(Task to carry out): Which lines in the records below contain the word "Drive"? Return each of them.

Stored data
*****

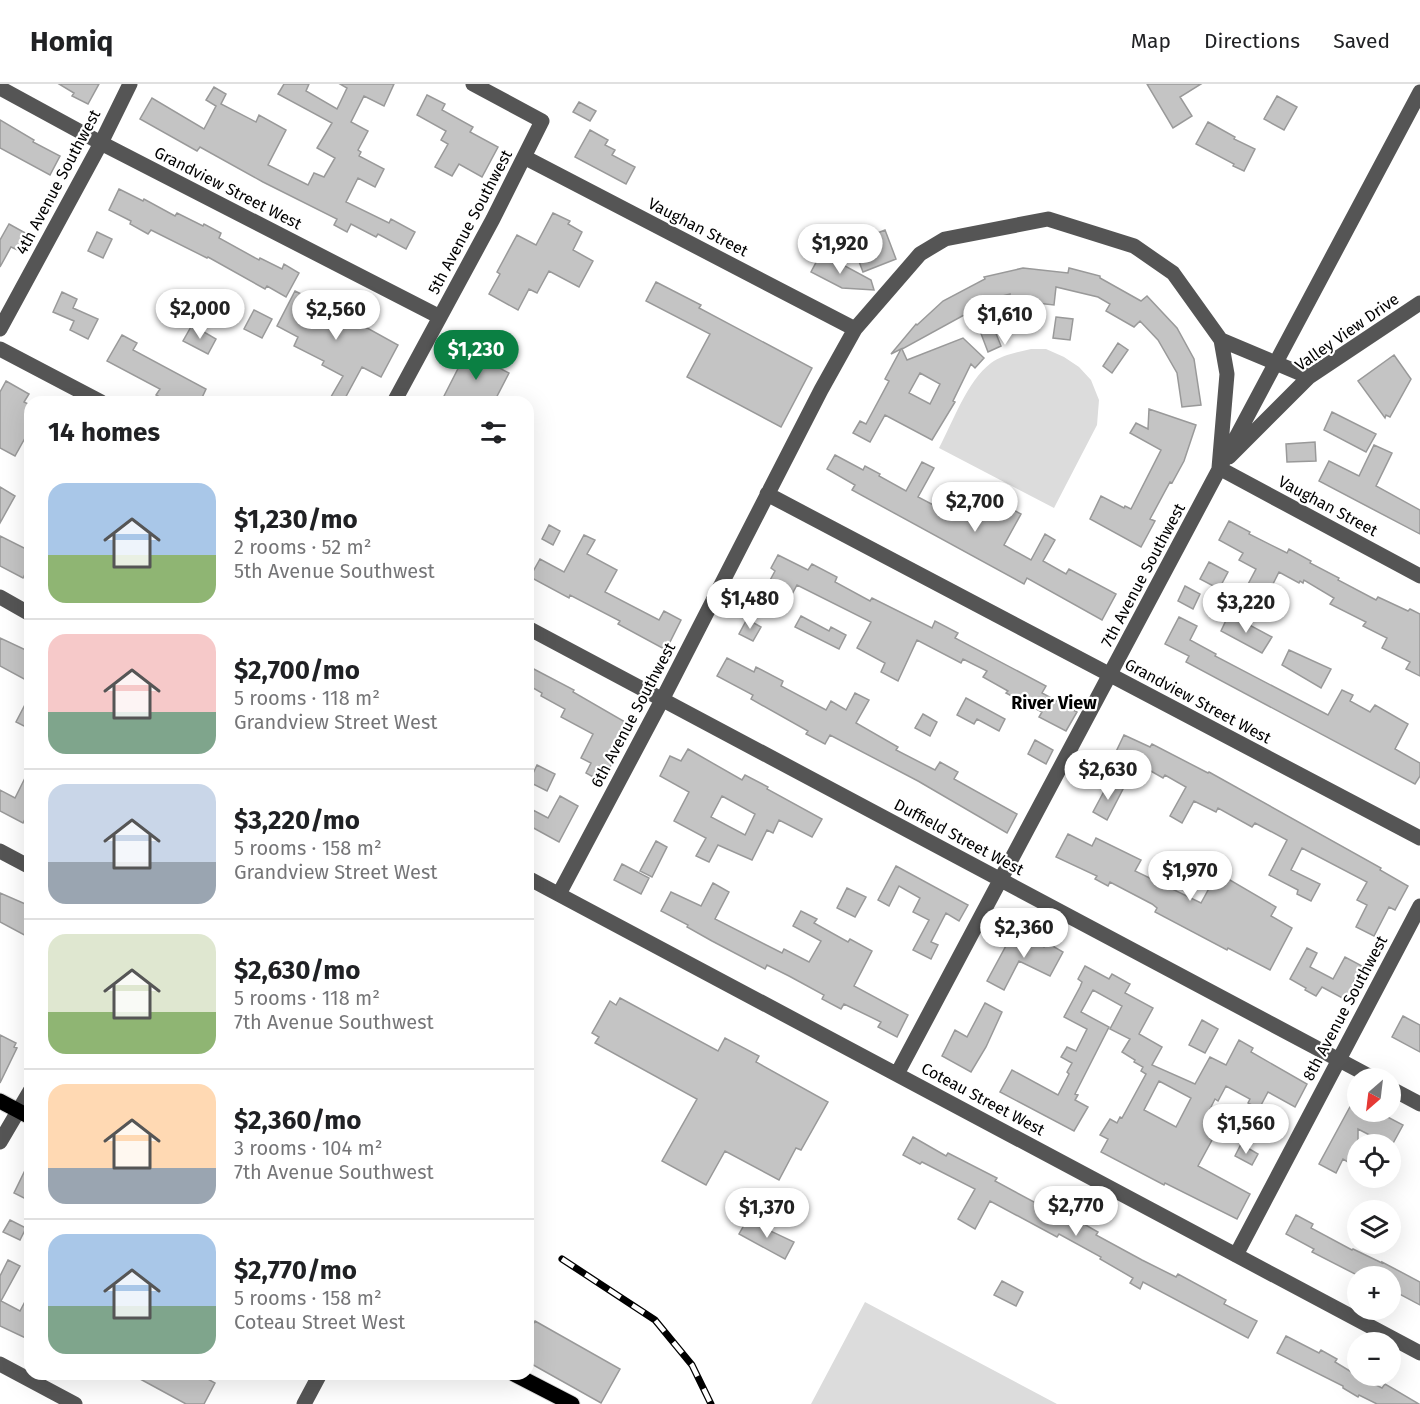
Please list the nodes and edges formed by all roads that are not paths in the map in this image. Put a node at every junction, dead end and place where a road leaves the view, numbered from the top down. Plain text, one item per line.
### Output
1 (130, 84) edge
2 (473, 84) edge
3 (0, 88) edge
4 (1420, 92) edge
5 (100, 143) junction
6 (524, 157) junction
7 (1417, 308) edge
8 (440, 317) junction
9 (855, 328) junction
10 (0, 329) edge
11 (1221, 340) junction
12 (0, 349) edge
13 (1274, 363) junction
14 (1309, 377) junction
15 (90, 396) edge
16 (397, 396) edge
17 (1219, 468) junction
18 (767, 494) junction
19 (1420, 576) edge
20 (0, 597) edge
21 (24, 611) edge
22 (534, 631) edge
23 (1111, 675) junction
24 (662, 700) junction
25 (1420, 838) edge
26 (0, 851) edge
27 (24, 864) edge
28 (1001, 880) junction
29 (534, 881) edge
30 (559, 894) junction
31 (1420, 906) edge
32 (1338, 1060) junction
33 (1353, 1068) edge
34 (897, 1074) junction
35 (1401, 1094) edge
36 (0, 1101) edge
37 (1420, 1104) edge
38 (24, 1113) edge
39 (24, 1115) edge
40 (0, 1142) edge
41 (1236, 1255) junction
42 (1420, 1353) edge
43 (0, 1364) edge
44 (24, 1377) edge
45 (30, 1380) edge
46 (317, 1380) edge
47 (526, 1380) edge
48 (75, 1404) edge
49 (304, 1404) edge
50 (572, 1404) edge

1 - 5 street, 4th Avenue Southwest
2 - 6 street, 5th Avenue Southwest
3 - 5 street, Grandview Street West
4 - 13 street, 7th Avenue Southwest
5 - 8 street, Grandview Street West
5 - 10 street, 4th Avenue Southwest
6 - 8 street, 5th Avenue Southwest
6 - 9 street, Vaughan Street
7 - 14 street, Valley View Drive
8 - 16 street, 5th Avenue Southwest
9 - 11 street, 6th Avenue Southwest
9 - 18 street, 6th Avenue Southwest
11 - 13 street
11 - 17 street
12 - 15 street
13 - 14 street
13 - 17 street, 7th Avenue Southwest
14 - 17 street, Valley View Drive
17 - 19 street, Vaughan Street
17 - 23 street, 7th Avenue Southwest
18 - 23 street, Grandview Street West
18 - 24 street, 6th Avenue Southwest
20 - 21 street
22 - 24 street, Duffield Street West
23 - 25 street, Grandview Street West
23 - 28 street, 7th Avenue Southwest
24 - 28 street, Duffield Street West
24 - 30 street, 6th Avenue Southwest
26 - 27 street
28 - 32 street, Duffield Street West
28 - 34 street, 7th Avenue Southwest
29 - 30 street, Coteau Street West
30 - 34 street, Coteau Street West
31 - 32 street, 8th Avenue Southwest
32 - 33 street, Duffield Street West
32 - 41 street, 8th Avenue Southwest
34 - 41 street, Coteau Street West
35 - 37 street
36 - 38 main road
39 - 40 street
41 - 42 street, Coteau Street West
43 - 44 street
45 - 48 street
46 - 49 street
47 - 50 main road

*****

(Exercise response):
7 - 14 street, Valley View Drive
14 - 17 street, Valley View Drive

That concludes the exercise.